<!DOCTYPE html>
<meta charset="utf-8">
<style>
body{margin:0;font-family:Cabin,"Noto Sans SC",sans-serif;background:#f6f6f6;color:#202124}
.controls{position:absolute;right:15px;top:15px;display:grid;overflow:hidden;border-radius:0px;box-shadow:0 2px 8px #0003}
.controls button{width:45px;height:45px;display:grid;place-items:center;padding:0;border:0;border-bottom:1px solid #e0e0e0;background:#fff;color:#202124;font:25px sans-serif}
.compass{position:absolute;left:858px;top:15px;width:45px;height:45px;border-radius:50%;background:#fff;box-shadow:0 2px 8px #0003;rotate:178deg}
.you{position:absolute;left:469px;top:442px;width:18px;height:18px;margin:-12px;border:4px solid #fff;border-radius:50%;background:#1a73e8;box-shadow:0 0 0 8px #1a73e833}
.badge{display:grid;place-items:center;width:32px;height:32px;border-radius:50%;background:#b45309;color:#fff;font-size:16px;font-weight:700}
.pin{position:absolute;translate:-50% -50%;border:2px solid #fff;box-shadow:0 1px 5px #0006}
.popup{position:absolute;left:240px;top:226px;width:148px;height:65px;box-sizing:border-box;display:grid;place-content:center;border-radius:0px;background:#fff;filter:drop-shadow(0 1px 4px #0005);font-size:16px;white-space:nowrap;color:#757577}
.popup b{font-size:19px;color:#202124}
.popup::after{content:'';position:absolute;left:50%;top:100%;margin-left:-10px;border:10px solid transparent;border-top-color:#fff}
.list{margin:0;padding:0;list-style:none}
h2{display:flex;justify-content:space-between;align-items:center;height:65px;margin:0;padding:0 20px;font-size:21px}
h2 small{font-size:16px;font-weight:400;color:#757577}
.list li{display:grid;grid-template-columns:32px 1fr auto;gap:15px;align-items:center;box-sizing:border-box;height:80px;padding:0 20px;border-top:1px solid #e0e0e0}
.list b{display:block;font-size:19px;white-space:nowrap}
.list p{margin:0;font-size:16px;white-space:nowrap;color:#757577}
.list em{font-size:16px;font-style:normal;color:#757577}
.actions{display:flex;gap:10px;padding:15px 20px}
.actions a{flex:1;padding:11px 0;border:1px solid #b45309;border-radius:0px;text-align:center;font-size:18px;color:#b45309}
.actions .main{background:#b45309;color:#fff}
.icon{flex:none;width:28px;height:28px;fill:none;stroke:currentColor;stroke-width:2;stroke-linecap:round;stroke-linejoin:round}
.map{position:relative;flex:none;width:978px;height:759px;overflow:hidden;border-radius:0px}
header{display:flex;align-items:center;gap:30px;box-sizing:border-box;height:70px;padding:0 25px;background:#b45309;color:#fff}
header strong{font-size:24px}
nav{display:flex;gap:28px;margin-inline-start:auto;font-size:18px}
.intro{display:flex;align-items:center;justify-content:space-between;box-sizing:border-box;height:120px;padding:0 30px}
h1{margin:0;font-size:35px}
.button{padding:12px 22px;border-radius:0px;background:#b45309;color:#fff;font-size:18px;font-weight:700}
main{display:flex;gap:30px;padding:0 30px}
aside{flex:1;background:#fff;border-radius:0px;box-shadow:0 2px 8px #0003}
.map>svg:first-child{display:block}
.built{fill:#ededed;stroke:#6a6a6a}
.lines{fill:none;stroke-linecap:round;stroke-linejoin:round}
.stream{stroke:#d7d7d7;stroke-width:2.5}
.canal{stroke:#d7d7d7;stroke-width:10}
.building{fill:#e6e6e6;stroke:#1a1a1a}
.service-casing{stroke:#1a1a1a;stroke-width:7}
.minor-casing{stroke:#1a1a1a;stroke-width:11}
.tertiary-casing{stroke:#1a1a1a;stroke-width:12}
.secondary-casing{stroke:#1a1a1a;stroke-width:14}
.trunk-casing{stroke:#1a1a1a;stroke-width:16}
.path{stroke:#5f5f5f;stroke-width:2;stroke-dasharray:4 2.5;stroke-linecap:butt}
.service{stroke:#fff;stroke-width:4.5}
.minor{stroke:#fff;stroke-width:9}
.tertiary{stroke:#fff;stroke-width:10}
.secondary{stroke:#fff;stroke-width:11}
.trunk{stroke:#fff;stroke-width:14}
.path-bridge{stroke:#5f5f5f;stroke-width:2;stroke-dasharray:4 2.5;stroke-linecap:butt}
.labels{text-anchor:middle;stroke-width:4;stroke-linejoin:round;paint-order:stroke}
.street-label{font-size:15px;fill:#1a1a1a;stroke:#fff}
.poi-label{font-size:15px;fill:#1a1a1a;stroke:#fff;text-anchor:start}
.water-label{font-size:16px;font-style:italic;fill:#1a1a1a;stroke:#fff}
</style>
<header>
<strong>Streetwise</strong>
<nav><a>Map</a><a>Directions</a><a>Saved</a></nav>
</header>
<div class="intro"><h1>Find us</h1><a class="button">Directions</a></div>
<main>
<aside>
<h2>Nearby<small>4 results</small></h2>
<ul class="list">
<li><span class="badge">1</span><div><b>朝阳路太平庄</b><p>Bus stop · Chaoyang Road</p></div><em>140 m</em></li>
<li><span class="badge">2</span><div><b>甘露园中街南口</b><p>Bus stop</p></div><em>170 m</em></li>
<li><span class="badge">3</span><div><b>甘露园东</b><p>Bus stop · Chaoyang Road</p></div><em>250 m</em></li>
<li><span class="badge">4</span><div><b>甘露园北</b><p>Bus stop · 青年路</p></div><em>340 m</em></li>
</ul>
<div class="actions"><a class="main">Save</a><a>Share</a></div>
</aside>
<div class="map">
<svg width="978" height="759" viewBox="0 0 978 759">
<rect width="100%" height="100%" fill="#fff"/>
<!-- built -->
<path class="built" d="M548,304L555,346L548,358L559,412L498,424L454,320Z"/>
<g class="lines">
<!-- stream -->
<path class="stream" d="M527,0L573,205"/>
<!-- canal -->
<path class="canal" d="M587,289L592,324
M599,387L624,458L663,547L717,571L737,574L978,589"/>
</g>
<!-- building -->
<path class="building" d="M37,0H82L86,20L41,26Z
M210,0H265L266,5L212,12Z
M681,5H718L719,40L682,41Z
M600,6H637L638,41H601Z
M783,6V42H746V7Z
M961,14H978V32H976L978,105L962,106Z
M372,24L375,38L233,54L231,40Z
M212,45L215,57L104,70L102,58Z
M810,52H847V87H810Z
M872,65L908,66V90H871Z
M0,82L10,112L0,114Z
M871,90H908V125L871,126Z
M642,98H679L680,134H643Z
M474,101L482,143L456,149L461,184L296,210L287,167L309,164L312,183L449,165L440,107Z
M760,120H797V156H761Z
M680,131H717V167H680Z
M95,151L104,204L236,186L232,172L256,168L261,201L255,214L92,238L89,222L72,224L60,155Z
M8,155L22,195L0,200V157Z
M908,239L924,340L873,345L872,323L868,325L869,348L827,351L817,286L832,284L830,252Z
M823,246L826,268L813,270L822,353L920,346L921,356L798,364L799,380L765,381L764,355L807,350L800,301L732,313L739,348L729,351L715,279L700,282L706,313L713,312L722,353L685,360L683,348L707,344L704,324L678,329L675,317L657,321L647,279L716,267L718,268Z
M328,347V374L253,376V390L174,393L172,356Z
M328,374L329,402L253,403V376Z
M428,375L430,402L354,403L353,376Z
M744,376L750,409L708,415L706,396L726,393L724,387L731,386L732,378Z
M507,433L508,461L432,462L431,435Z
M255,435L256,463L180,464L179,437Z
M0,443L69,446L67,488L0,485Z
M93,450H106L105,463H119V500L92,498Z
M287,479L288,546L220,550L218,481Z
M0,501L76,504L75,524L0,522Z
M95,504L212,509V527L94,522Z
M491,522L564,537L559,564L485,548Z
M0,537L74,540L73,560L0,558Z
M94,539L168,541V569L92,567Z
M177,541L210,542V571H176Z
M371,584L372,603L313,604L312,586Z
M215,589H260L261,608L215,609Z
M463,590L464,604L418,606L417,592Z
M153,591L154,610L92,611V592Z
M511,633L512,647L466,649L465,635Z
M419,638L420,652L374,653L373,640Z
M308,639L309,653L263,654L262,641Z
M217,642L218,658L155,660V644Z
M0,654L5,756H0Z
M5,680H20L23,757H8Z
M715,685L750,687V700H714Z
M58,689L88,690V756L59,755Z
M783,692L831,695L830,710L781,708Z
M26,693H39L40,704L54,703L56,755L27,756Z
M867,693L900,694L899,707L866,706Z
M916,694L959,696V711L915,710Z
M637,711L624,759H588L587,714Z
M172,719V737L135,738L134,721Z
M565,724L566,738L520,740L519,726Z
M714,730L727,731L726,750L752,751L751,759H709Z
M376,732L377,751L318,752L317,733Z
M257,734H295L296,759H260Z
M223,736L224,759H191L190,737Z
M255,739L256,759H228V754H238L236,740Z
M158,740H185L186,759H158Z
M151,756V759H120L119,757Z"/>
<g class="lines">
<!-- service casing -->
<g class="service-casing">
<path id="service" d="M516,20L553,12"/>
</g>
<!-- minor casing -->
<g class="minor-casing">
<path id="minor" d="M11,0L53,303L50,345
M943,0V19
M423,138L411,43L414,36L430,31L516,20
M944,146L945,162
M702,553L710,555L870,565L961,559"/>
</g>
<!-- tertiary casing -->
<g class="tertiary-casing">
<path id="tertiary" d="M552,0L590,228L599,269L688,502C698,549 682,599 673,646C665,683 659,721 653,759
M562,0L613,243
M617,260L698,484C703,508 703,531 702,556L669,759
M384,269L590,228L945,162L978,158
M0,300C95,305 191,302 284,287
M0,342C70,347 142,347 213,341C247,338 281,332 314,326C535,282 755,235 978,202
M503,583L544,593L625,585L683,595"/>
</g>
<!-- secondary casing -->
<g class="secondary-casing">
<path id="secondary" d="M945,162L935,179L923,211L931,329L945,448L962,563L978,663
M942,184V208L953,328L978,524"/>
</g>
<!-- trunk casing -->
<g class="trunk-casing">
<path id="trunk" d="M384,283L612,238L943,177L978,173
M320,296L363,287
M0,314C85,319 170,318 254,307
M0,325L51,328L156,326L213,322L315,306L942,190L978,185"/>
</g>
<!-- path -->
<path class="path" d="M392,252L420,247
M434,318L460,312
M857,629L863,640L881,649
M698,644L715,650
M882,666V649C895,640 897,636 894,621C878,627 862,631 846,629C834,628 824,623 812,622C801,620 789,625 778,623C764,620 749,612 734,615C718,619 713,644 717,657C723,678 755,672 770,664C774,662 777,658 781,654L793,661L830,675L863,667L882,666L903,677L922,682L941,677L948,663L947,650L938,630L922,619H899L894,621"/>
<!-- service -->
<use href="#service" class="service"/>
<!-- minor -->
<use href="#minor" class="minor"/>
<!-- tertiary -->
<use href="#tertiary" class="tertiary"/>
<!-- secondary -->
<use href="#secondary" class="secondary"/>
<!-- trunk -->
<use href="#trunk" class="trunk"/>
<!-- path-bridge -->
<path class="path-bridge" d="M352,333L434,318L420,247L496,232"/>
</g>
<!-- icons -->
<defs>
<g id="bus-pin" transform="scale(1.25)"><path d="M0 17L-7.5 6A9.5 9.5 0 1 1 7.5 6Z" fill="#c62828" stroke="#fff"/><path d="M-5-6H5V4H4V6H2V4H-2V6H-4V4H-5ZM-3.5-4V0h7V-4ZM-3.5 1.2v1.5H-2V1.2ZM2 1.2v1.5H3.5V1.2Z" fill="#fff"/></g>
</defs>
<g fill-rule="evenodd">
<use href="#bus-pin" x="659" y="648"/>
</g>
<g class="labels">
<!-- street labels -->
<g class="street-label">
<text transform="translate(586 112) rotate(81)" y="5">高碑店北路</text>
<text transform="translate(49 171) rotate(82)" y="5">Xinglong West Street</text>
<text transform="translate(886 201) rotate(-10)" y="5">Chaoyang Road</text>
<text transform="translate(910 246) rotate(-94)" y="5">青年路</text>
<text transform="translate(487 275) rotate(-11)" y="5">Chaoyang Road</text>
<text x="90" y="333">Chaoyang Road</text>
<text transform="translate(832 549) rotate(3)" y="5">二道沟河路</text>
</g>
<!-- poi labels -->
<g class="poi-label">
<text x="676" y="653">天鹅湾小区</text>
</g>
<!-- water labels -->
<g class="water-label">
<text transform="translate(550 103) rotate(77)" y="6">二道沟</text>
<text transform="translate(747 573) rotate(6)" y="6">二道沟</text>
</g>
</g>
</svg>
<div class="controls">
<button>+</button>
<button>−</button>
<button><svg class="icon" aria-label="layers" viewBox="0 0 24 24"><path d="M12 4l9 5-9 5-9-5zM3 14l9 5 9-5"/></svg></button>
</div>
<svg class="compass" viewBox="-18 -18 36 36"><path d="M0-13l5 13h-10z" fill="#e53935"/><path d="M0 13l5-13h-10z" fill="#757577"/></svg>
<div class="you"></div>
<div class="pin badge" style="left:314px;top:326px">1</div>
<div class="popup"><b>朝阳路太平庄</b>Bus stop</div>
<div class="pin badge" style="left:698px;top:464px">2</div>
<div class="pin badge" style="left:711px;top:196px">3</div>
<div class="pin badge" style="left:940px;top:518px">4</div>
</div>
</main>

....................

_YOUR ASSIGNMENT_.
Your answer must be every line from the entries that contains the string "place", copied as it stands.

_FINISHED EXERCISE_.
.controls button{width:45px;height:45px;display:grid;place-items:center;padding:0;border:0;border-bottom:1px solid #e0e0e0;background:#fff;color:#202124;font:25px sans-serif}
.badge{display:grid;place-items:center;width:32px;height:32px;border-radius:50%;background:#b45309;color:#fff;font-size:16px;font-weight:700}
.popup{position:absolute;left:240px;top:226px;width:148px;height:65px;box-sizing:border-box;display:grid;place-content:center;border-radius:0px;background:#fff;filter:drop-shadow(0 1px 4px #0005);font-size:16px;white-space:nowrap;color:#757577}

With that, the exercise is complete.